While I'm definitely secular, I've always loved this song. But I especially love Tracy Chapman's version. As opposed to the near-histrionic renditions one sometimes hears, this one is understated and soulful (if a secularist may use that word).
Of course I've always said that Chapman singing the phone book would probably raise the hairs on the back of my neck ...
This song has become somewhat controversial, with many people arguing that it's a song about date rape, or is at least coercive and rapey (see here, for example). According to Wikipedia, the conversation that the song consists of is marked in the score by the notations "mouse" and "wolf," corresponding, of course to "woman" and "man." That sure does look like prey and predator.

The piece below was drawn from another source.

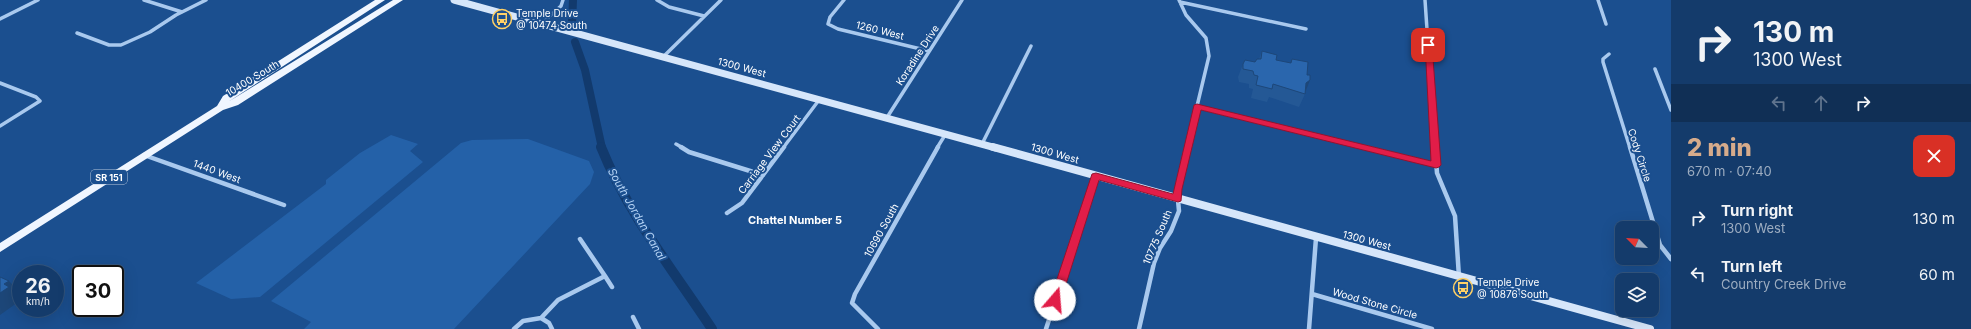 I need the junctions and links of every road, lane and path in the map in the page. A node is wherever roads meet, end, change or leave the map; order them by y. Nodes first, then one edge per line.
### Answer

The song has been done with the roles reversed, by Betty Garrat and Red Skelton (you have to get through the Esther Williams/Ricardo Montalban video before Betty and Red come on) and it's been performed on Glee by two men. Still, it's inarguable that the song was intended to be sung, and is almost always sung, by mouse/woman and wolf/man.
It's true that the man is very persistent. And I'd be willing to go as far as saying that it's this kind of thing that contributes to the idea that when a woman says no, she doesn't really mean no--she just needs to be talked into whatever the man wants of her. Also, the line "What's the sense in hurting my pride?" (wolf) makes me absolutely cringe.
And yet. There are lines in the song that indicate that the female half of the duo isn't all that unwilling to stay: "maybe just a half a drink more," "maybe just a cigarette more," "I ought to say no" (notice that "ought"), "at least I'm gonna say that I tried," etc. A lot depends on just who performs the song: much can be conveyed by the particular singer.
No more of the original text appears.